▶ **AIM OF THE TASK**
Without the pictures, set down every line of the data exactly.

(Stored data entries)
Content starts
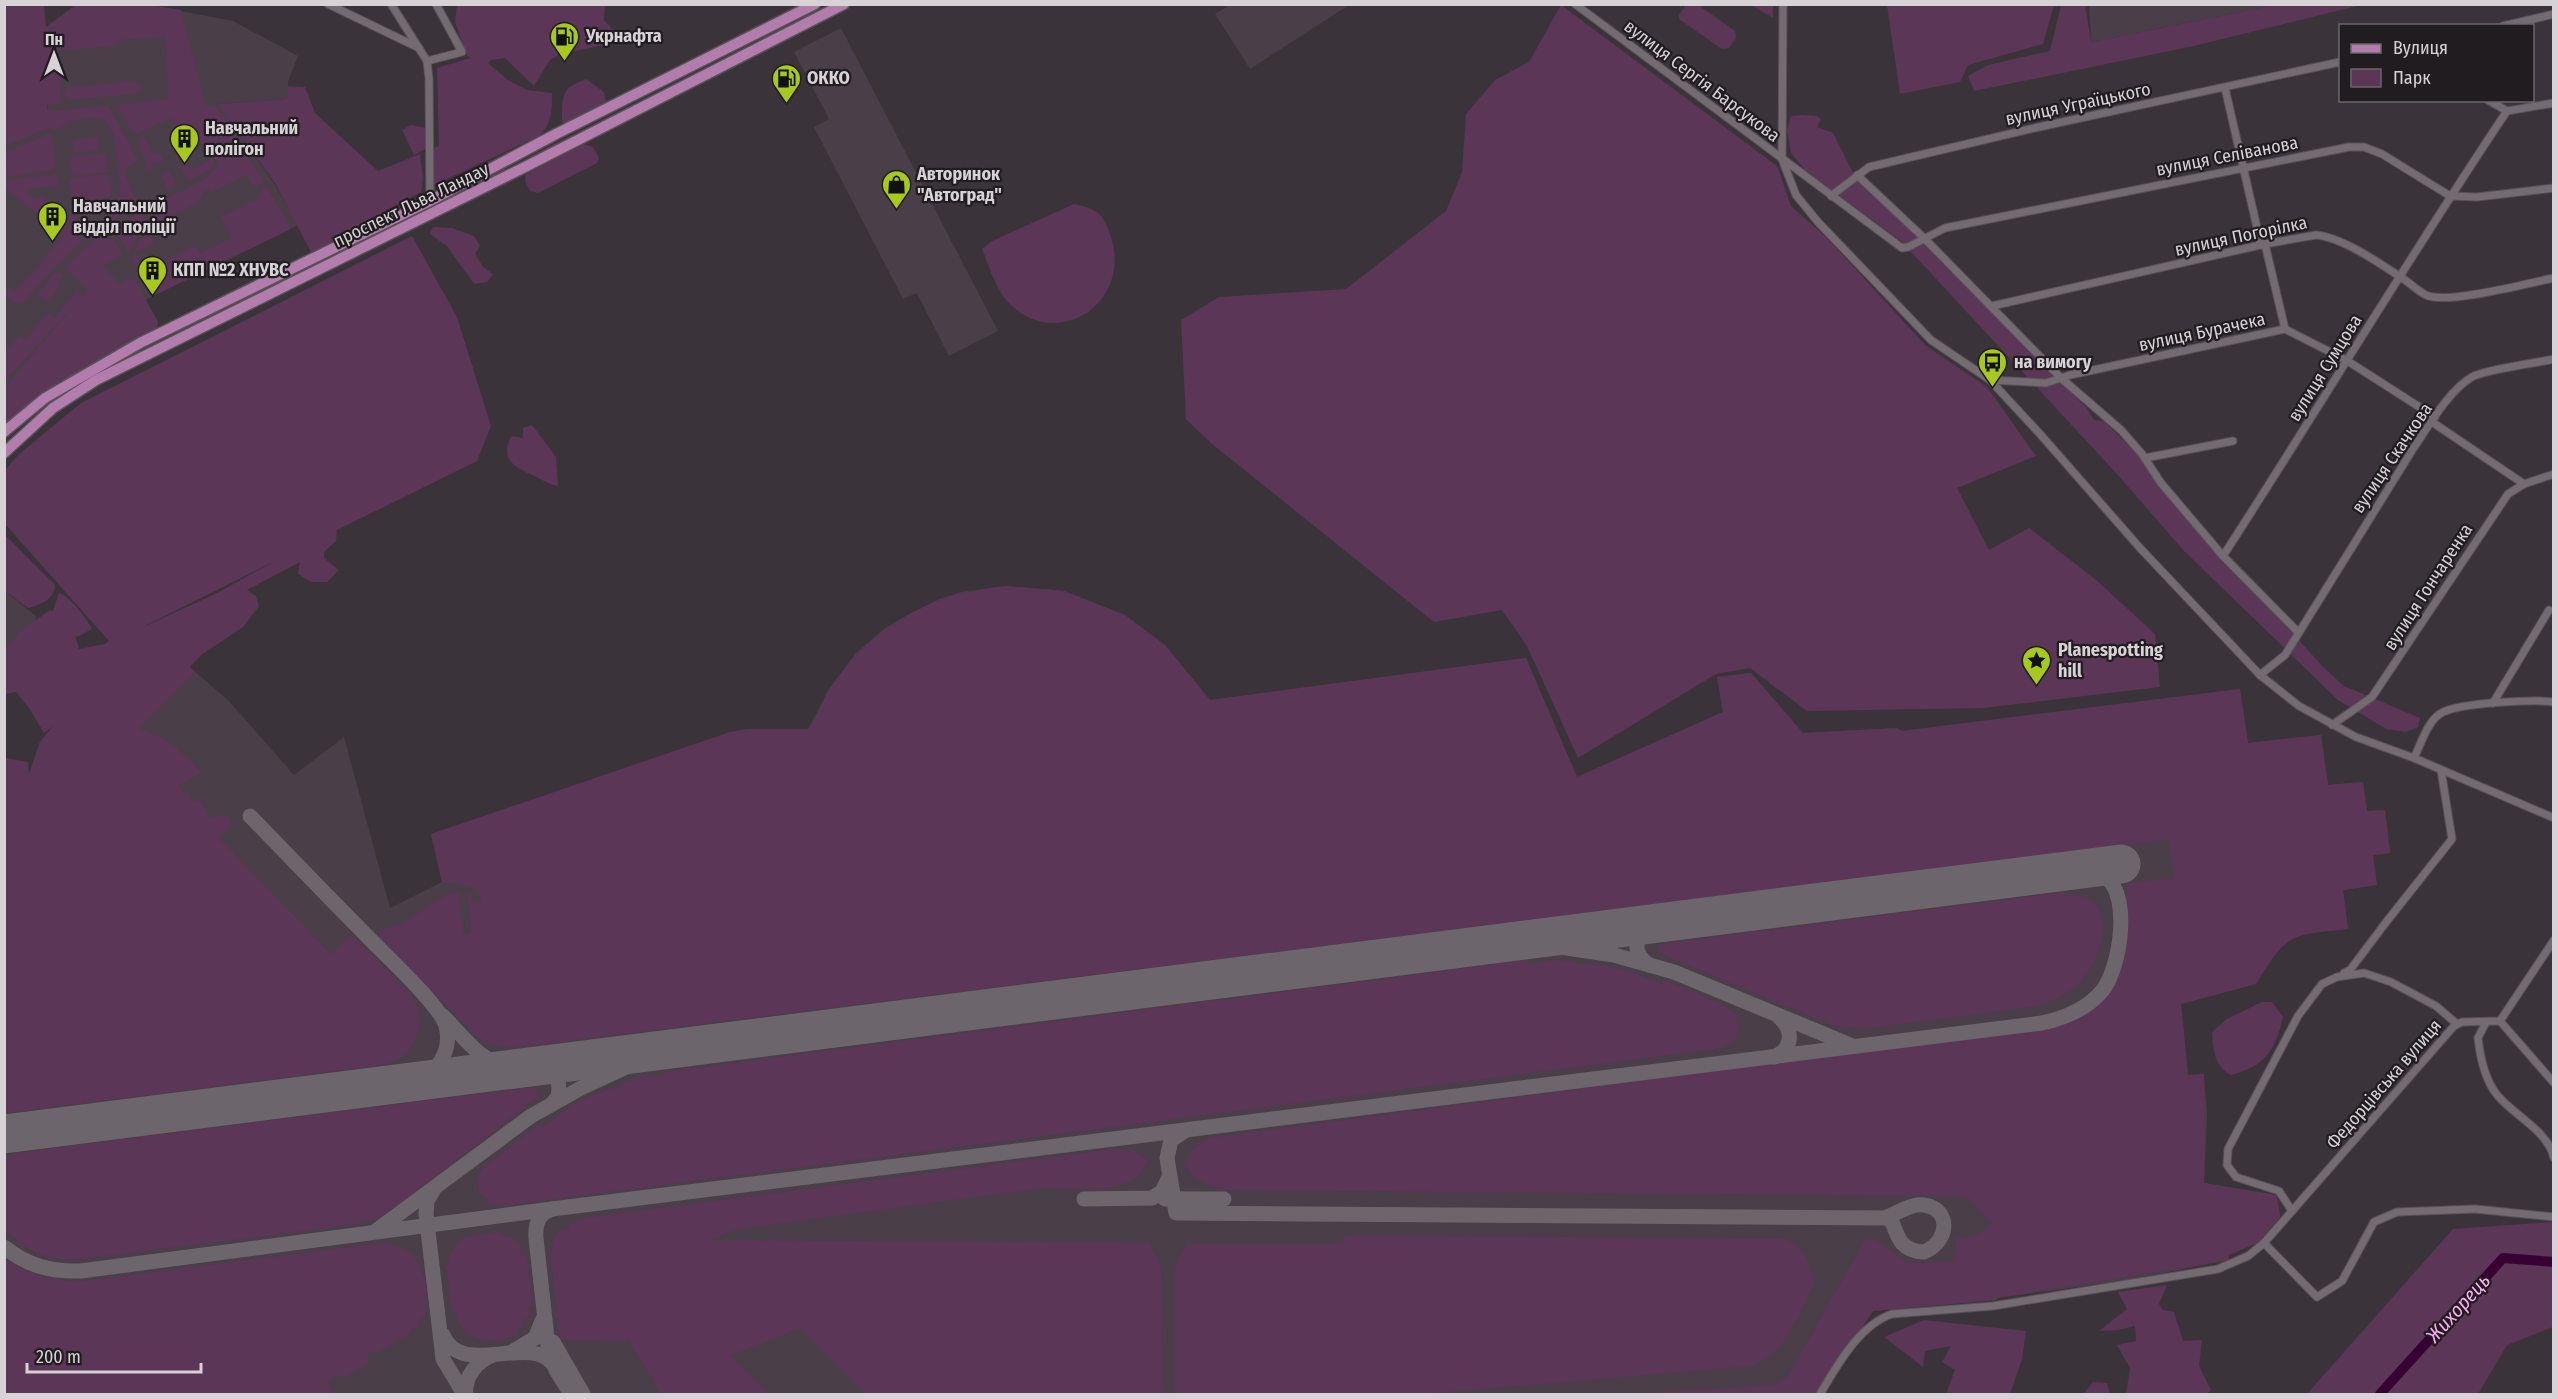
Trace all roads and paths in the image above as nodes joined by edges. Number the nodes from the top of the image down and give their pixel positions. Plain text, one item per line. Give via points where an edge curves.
1 (392, 4) edge
2 (436, 4) edge
3 (816, 4) edge
4 (844, 4) edge
5 (1575, 4) edge
6 (1783, 4) edge
7 (329, 5) edge
8 (2553, 14) edge
9 (2511, 24) edge
10 (419, 48) junction
11 (427, 61) junction
12 (2339, 62) edge
13 (2225, 88) junction
14 (2491, 102) edge
15 (2553, 103) edge
16 (2507, 111) junction
17 (521, 153) junction
18 (1782, 159) junction
19 (527, 166) junction
20 (2242, 167) junction
21 (1857, 175) junction
22 (2553, 188) edge
23 (1831, 196) junction
24 (2450, 196) junction
25 (430, 201) junction
26 (1924, 238) junction
27 (2263, 245) junction
28 (1902, 248) joint
29 (2400, 276) junction
30 (2553, 278) edge
31 (1992, 306) junction
32 (2285, 329) junction
33 (2553, 359) edge
34 (2346, 360) junction
35 (2061, 378) junction
36 (1990, 380) junction
37 (2433, 419) junction
38 (4, 432) edge
39 (2233, 441) dead end
40 (4, 453) edge
41 (2145, 458) junction
42 (2553, 474) edge
43 (2524, 484) junction
44 (2223, 556) junction
45 (2549, 610) dead end
46 (2298, 632) junction
47 (2260, 675) junction
48 (2553, 702) edge
49 (2493, 703) junction
50 (2332, 725) junction
51 (2414, 758) junction
52 (2441, 770) junction
53 (2553, 818) edge
54 (2553, 940) edge
55 (2551, 951) edge
56 (2337, 977) junction
57 (2500, 1021) junction
58 (2486, 1022) junction
59 (2457, 1024) junction
60 (2553, 1083) edge
61 (2551, 1143) edge
62 (2553, 1158) edge
63 (2292, 1211) junction
64 (2553, 1217) edge
65 (2264, 1243) junction
66 (1820, 1395) edge

1 - 10 street
2 - 11 street via 462,52
3 - 17 main road, проспект Льва Ландау
4 - 19 main road, проспект Льва Ландау
5 - 18 street, вулиця Сергія Барсукова
6 - 18 street
7 - 10 street
8 - 9 street
10 - 11 street
11 - 25 street
12 - 13 street, вулиця Уграїцького
13 - 20 street
13 - 21 street, вулиця Уграїцького via 1875,165
14 - 16 street
15 - 16 street
16 - 24 street, вулиця Сумцова
17 - 19 main road
17 - 25 main road, проспект Льва Ландау
18 - 23 street, вулиця Сергія Барсукова
18 - 36 street via 1796,195 1818,222 1931,340
19 - 40 main road, проспект Льва Ландау via 96,380 53,408
20 - 24 street, вулиця Селіванова via 2364,147
20 - 26 street, вулиця Селіванова via 1945,228
20 - 27 street
21 - 23 street, вулиця Уграїцького
21 - 26 street
22 - 24 street via 2477,197
23 - 28 street, вулиця Сергія Барсукова
24 - 29 street, вулиця Сумцова
25 - 38 main road, проспект Льва Ландау via 130,349 45,398
26 - 28 street, вулиця Селіванова
26 - 31 street
27 - 29 street, вулиця Погорілка via 2296,237 2324,236
27 - 31 street, вулиця Погорілка
27 - 32 street
29 - 30 street, вулиця Погорілка via 2426,296 2449,298
29 - 34 street, вулиця Сумцова
31 - 35 street
32 - 34 street, вулиця Бурачека
32 - 35 street, вулиця Бурачека
33 - 37 street, вулиця Скачкова via 2473,375
34 - 37 street, вулиця Бурачека
34 - 44 street, вулиця Сумцова
35 - 36 street, вулиця Бурачека via 2046,383
35 - 41 street via 2121,430
36 - 47 street
37 - 43 street, вулиця Бурачека
37 - 46 street, вулиця Скачкова
39 - 41 street
41 - 44 street via 2161,483
42 - 43 street, вулиця Гончаренка
43 - 50 street, вулиця Гончаренка via 2508,494 2497,508 2372,697
44 - 46 street
45 - 49 street
46 - 47 street, вулиця Скачкова via 2285,655
47 - 50 street via 2299,706
48 - 49 street
49 - 51 street via 2444,712 2433,720
50 - 51 street
51 - 52 street
52 - 53 street
52 - 56 street via 2452,839 2350,970
54 - 55 street
55 - 57 street
56 - 59 street via 2364,973 2391,982 2436,1006
56 - 63 street via 2322,984 2298,1016 2228,1149 2228,1165 2236,1177 2279,1191
57 - 58 street, Федорцівська вулиця
57 - 60 street
58 - 59 street, Федорцівська вулиця
58 - 61 street via 2478,1038 2491,1085 2497,1095
59 - 63 street, Федорцівська вулиця
61 - 62 street
63 - 65 street, Федорцівська вулиця
64 - 65 street via 2475,1209 2397,1212 2374,1222 2342,1281 2317,1297
65 - 66 street, Федорцівська вулиця via 2248,1256 2218,1269 1993,1306 1892,1314 1867,1329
Content ends
▶ **RESPONSE BOX**
Trace all roads and paths in the image above as nodes joined by edges. Number the nodes from the top of the image down and give their pixel positions. Plain text, one item per line. Give via points where an edge curves.
1 (392, 4) edge
2 (436, 4) edge
3 (816, 4) edge
4 (844, 4) edge
5 (1575, 4) edge
6 (1783, 4) edge
7 (329, 5) edge
8 (2553, 14) edge
9 (2511, 24) edge
10 (419, 48) junction
11 (427, 61) junction
12 (2339, 62) edge
13 (2225, 88) junction
14 (2491, 102) edge
15 (2553, 103) edge
16 (2507, 111) junction
17 (521, 153) junction
18 (1782, 159) junction
19 (527, 166) junction
20 (2242, 167) junction
21 (1857, 175) junction
22 (2553, 188) edge
23 (1831, 196) junction
24 (2450, 196) junction
25 (430, 201) junction
26 (1924, 238) junction
27 (2263, 245) junction
28 (1902, 248) joint
29 (2400, 276) junction
30 (2553, 278) edge
31 (1992, 306) junction
32 (2285, 329) junction
33 (2553, 359) edge
34 (2346, 360) junction
35 (2061, 378) junction
36 (1990, 380) junction
37 (2433, 419) junction
38 (4, 432) edge
39 (2233, 441) dead end
40 (4, 453) edge
41 (2145, 458) junction
42 (2553, 474) edge
43 (2524, 484) junction
44 (2223, 556) junction
45 (2549, 610) dead end
46 (2298, 632) junction
47 (2260, 675) junction
48 (2553, 702) edge
49 (2493, 703) junction
50 (2332, 725) junction
51 (2414, 758) junction
52 (2441, 770) junction
53 (2553, 818) edge
54 (2553, 940) edge
55 (2551, 951) edge
56 (2337, 977) junction
57 (2500, 1021) junction
58 (2486, 1022) junction
59 (2457, 1024) junction
60 (2553, 1083) edge
61 (2551, 1143) edge
62 (2553, 1158) edge
63 (2292, 1211) junction
64 (2553, 1217) edge
65 (2264, 1243) junction
66 (1820, 1395) edge

1 - 10 street
2 - 11 street via 462,52
3 - 17 main road, проспект Льва Ландау
4 - 19 main road, проспект Льва Ландау
5 - 18 street, вулиця Сергія Барсукова
6 - 18 street
7 - 10 street
8 - 9 street
10 - 11 street
11 - 25 street
12 - 13 street, вулиця Уграїцького
13 - 20 street
13 - 21 street, вулиця Уграїцького via 1875,165
14 - 16 street
15 - 16 street
16 - 24 street, вулиця Сумцова
17 - 19 main road
17 - 25 main road, проспект Льва Ландау
18 - 23 street, вулиця Сергія Барсукова
18 - 36 street via 1796,195 1818,222 1931,340
19 - 40 main road, проспект Льва Ландау via 96,380 53,408
20 - 24 street, вулиця Селіванова via 2364,147
20 - 26 street, вулиця Селіванова via 1945,228
20 - 27 street
21 - 23 street, вулиця Уграїцького
21 - 26 street
22 - 24 street via 2477,197
23 - 28 street, вулиця Сергія Барсукова
24 - 29 street, вулиця Сумцова
25 - 38 main road, проспект Льва Ландау via 130,349 45,398
26 - 28 street, вулиця Селіванова
26 - 31 street
27 - 29 street, вулиця Погорілка via 2296,237 2324,236
27 - 31 street, вулиця Погорілка
27 - 32 street
29 - 30 street, вулиця Погорілка via 2426,296 2449,298
29 - 34 street, вулиця Сумцова
31 - 35 street
32 - 34 street, вулиця Бурачека
32 - 35 street, вулиця Бурачека
33 - 37 street, вулиця Скачкова via 2473,375
34 - 37 street, вулиця Бурачека
34 - 44 street, вулиця Сумцова
35 - 36 street, вулиця Бурачека via 2046,383
35 - 41 street via 2121,430
36 - 47 street
37 - 43 street, вулиця Бурачека
37 - 46 street, вулиця Скачкова
39 - 41 street
41 - 44 street via 2161,483
42 - 43 street, вулиця Гончаренка
43 - 50 street, вулиця Гончаренка via 2508,494 2497,508 2372,697
44 - 46 street
45 - 49 street
46 - 47 street, вулиця Скачкова via 2285,655
47 - 50 street via 2299,706
48 - 49 street
49 - 51 street via 2444,712 2433,720
50 - 51 street
51 - 52 street
52 - 53 street
52 - 56 street via 2452,839 2350,970
54 - 55 street
55 - 57 street
56 - 59 street via 2364,973 2391,982 2436,1006
56 - 63 street via 2322,984 2298,1016 2228,1149 2228,1165 2236,1177 2279,1191
57 - 58 street, Федорцівська вулиця
57 - 60 street
58 - 59 street, Федорцівська вулиця
58 - 61 street via 2478,1038 2491,1085 2497,1095
59 - 63 street, Федорцівська вулиця
61 - 62 street
63 - 65 street, Федорцівська вулиця
64 - 65 street via 2475,1209 2397,1212 2374,1222 2342,1281 2317,1297
65 - 66 street, Федорцівська вулиця via 2248,1256 2218,1269 1993,1306 1892,1314 1867,1329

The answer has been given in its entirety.